14 Sep, 2009 By: John Latchem

Once upon a time, with DVD was shiny and new, the prospect of bonus features was more than enough incentive to pick up a title, especially one a potential buyer might already have owned on VHS.

The extras weren’t too fancy back then. The basics included a commentary, deleted scenes and a behind-the-scenes featurette. A lot of discs had little text-based biographies about the cast, and some even used these text screens to describe the making of the movie.

Back then, listening to the filmmakers dish on their movie was a fun add-on, and for a lot of people provided not only new insight into the world of filmmaking but inspiration to want to be a filmmaker.

Commentaries had been included on Laserdiscs, of course, but who really bought those? No, DVD made the concept of bonus features widespread, and, eventually, kinda tiresome.

Nowadays commentaries are routine, behind-the-scenes extras are usually done on the cheap and deleted scenes are expected, if not already incorporated into a longer “director’s cut” or whatever.

When people started growing apathetic toward extras a few years ago, studios began separating the value-add. With a lot of films, consumers could choose between a bare-bones movie-only disc or a single-DVD version with just a few extras, or they could get a two-disc set that had even more extras on it. Batman Begins comes to mind. The idea made sense from a business perspective. Just take the movie disc, throw it in a package with more features and call it a “Limited Edition” for $5 more. Collectors would go for that.

Now with Blu-ray, we are seeing the same kind of strategy. A number of current titles, such as Observe and Report, are being put out as movie-only single-DVD versions or on Blu-ray with a ton of extras. Again, this seems to make sense, as the collectors who are interested in bonus material have probably upgraded their systems to Blu-ray. And those that haven’t upgraded, well, the obsessive personality type that drives one to want so many extra features (most of which probably aren’t watched anyway) will nag at them to get that Blu-ray player.

It also fits with the combo-disc concept.
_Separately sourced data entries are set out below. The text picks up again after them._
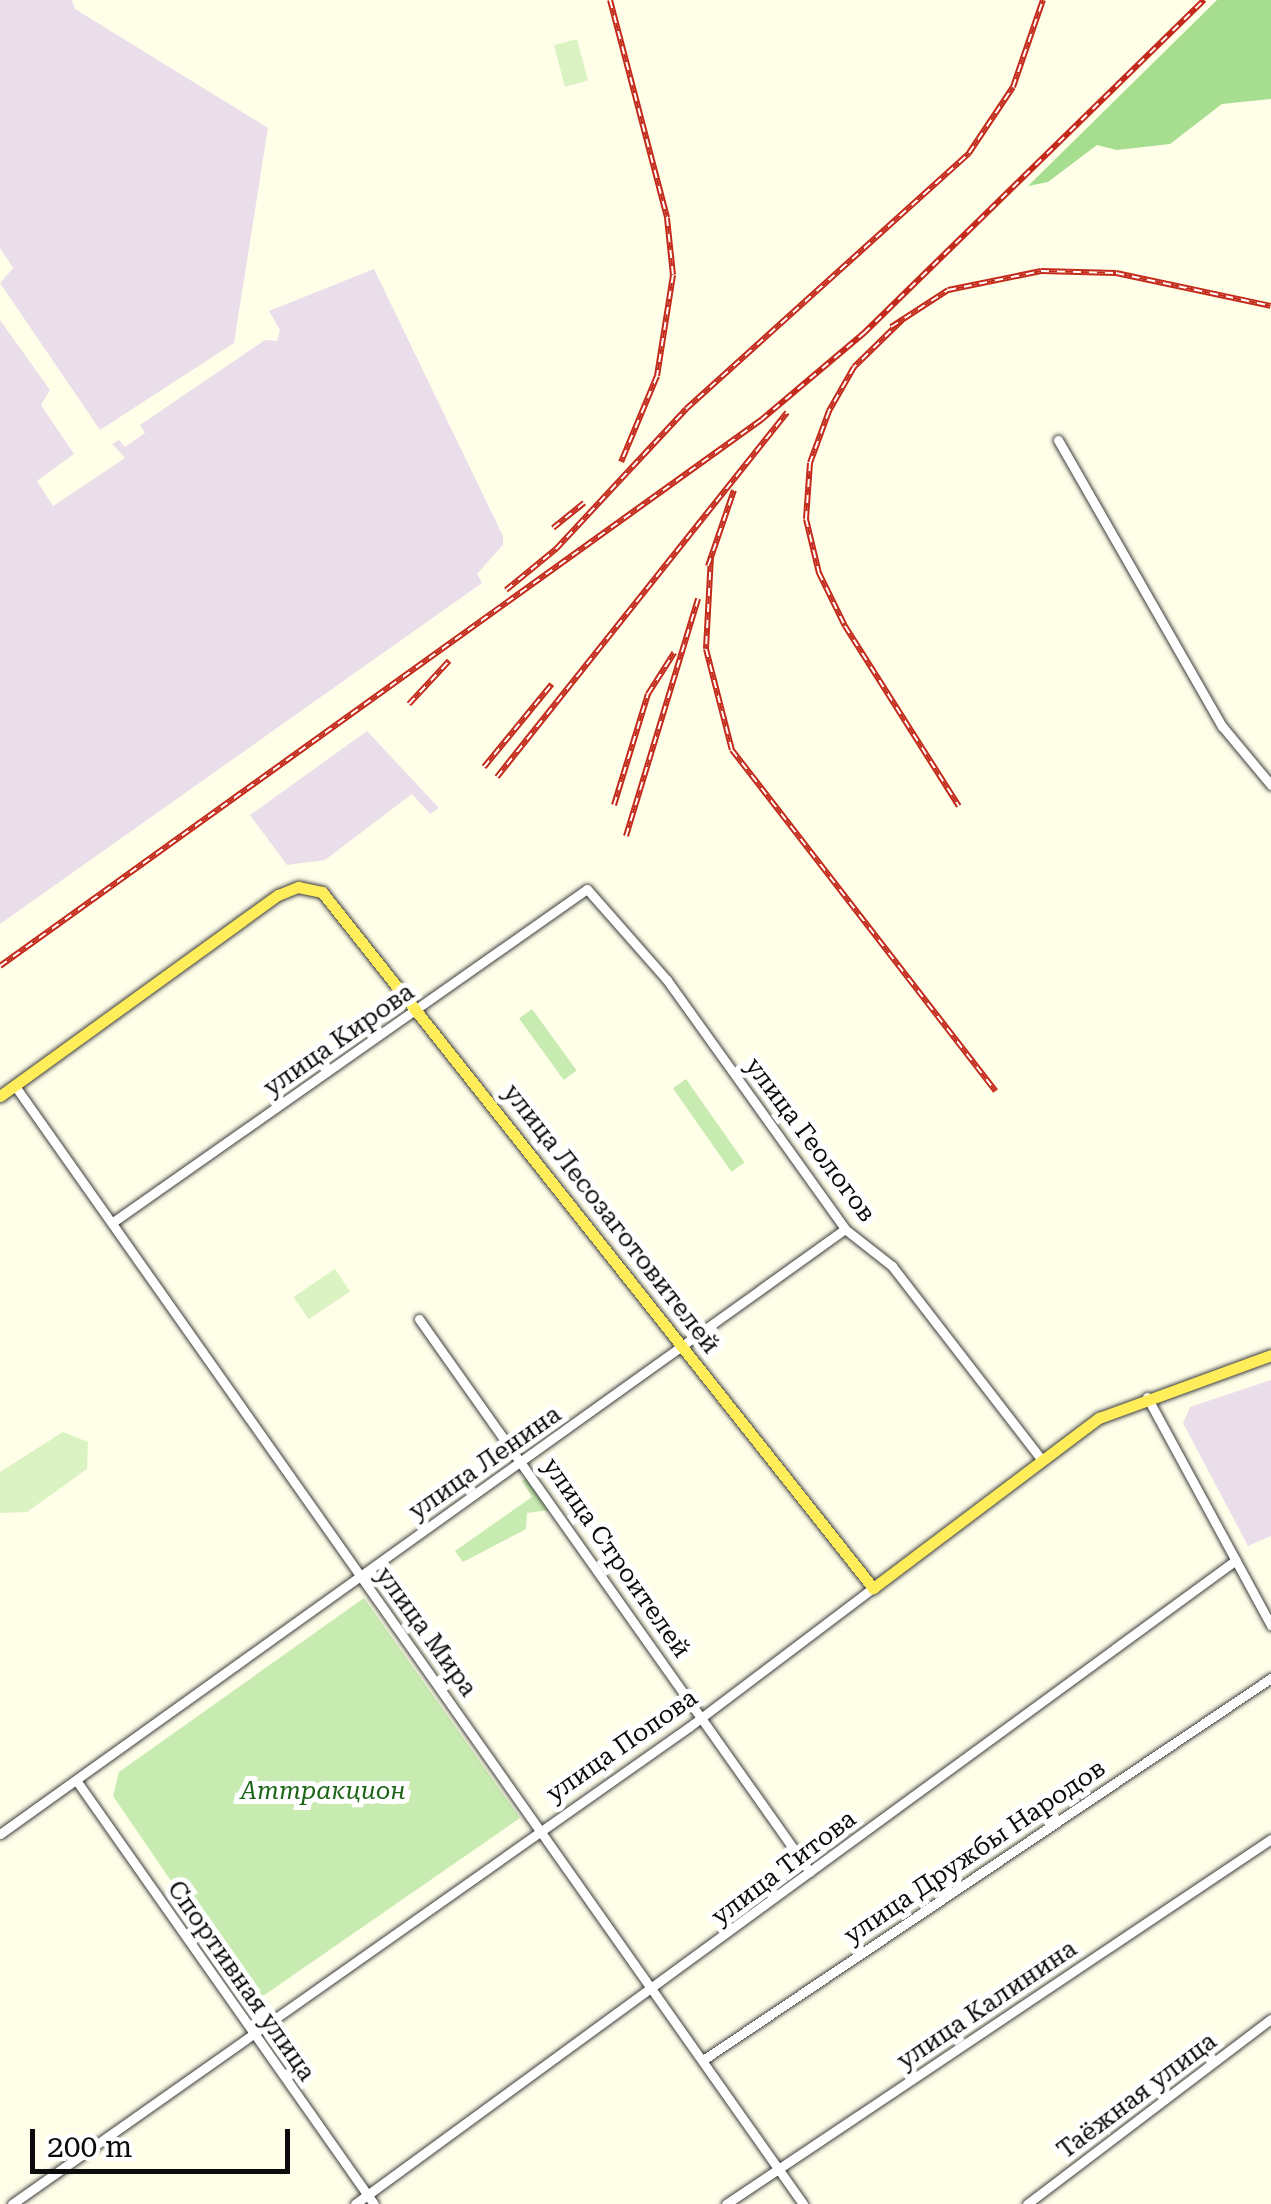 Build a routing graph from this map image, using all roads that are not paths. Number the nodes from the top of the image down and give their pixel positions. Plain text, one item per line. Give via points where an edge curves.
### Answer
1 (1058, 440) dead end
2 (1271, 785) edge
3 (587, 889) joint
4 (418, 1010) junction
5 (15, 1086) junction
6 (0, 1096) edge
7 (113, 1222) junction
8 (845, 1228) junction
9 (419, 1319) dead end
10 (683, 1347) junction
11 (1271, 1355) edge
12 (1147, 1397) junction
13 (1042, 1460) junction
14 (522, 1461) junction
15 (1236, 1560) junction
16 (361, 1576) junction
17 (873, 1588) junction
18 (1271, 1625) edge
19 (1271, 1678) edge
20 (703, 1717) junction
21 (76, 1780) junction
22 (543, 1830) junction
23 (0, 1834) edge
24 (1271, 1839) edge
25 (810, 1872) junction
26 (655, 1989) junction
27 (1271, 2019) edge
28 (252, 2033) junction
29 (704, 2060) junction
30 (779, 2168) junction
31 (371, 2200) edge
32 (12, 2204) edge
33 (355, 2204) edge
34 (726, 2204) edge
35 (803, 2204) edge
36 (1028, 2204) edge

1 - 2 street via 1222,726
3 - 4 street, улица Кирова
3 - 8 street, улица Геологов via 667,980
4 - 5 main road, улица Лесозаготовителей via 328,896 307,887 278,896
4 - 7 street, улица Кирова
4 - 10 main road, улица Лесозаготовителей
5 - 6 main road
5 - 7 street, улица Мира
7 - 16 street, улица Мира
8 - 10 street, улица Ленина
8 - 13 street, улица Геологов via 892,1266
9 - 14 street, улица Строителей
10 - 14 street, улица Ленина
10 - 17 main road, улица Лесозаготовителей
11 - 12 main road, улица Попова
12 - 13 main road, улица Попова via 1099,1418
12 - 15 street
13 - 17 main road, улица Попова
14 - 16 street, улица Ленина
14 - 20 street, улица Строителей
15 - 18 street
15 - 25 street, улица Титова
16 - 21 street, улица Ленина
16 - 22 street, улица Мира
17 - 20 street, улица Попова
19 - 29 street, улица Дружбы Народов
20 - 22 street, улица Попова
20 - 25 street, улица Строителей
21 - 23 street, улица Ленина
21 - 28 street, Спортивная улица
22 - 26 street, улица Мира
22 - 28 street, улица Попова
24 - 30 street, улица Калинина
25 - 26 street, улица Титова
26 - 29 street, улица Мира
26 - 31 street, улица Титова
27 - 36 street, Таёжная улица
28 - 31 street, Спортивная улица
28 - 32 street, улица Попова
29 - 30 street, улица Мира
30 - 34 street, улица Калинина
30 - 35 street, улица Мира
31 - 33 street, улица Титова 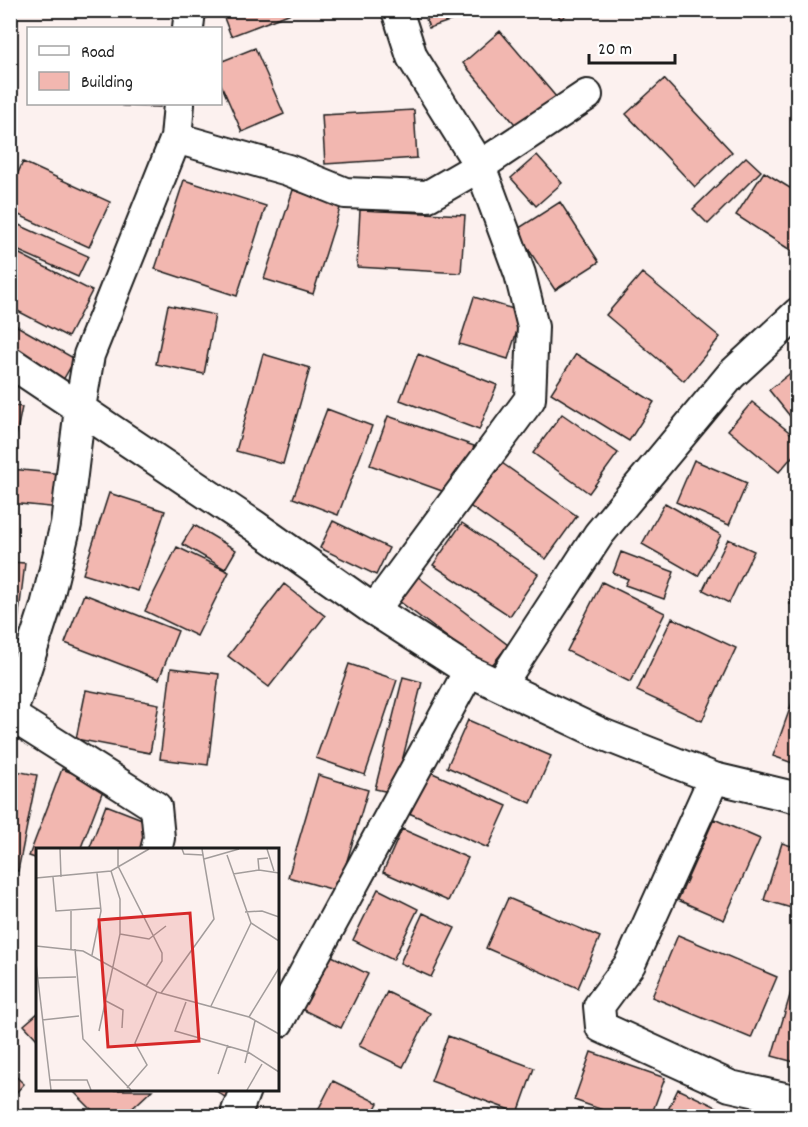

You can get a DVD with just the movie and the Blu-ray with the movie and all the extras when you want to watch those.

Personally, I think every disc should have some kind of option for the viewer to glean some insights from the filmmaker, be it through a commentary or featurette. Even BD Live could be useful in this area.

I lament what seems like the loss of good DVD extras in lieu of making them exclusive to Blu-ray. But if Blu-ray is the future of packaged media, studios had better figure out how to get consumers to adopt it, and saving the extras for BD makes sense for now.

Unfortunately, if widespread apathy toward extras keeps up, and studios don’t want to invest in them, it won’t matter which disc they’re on.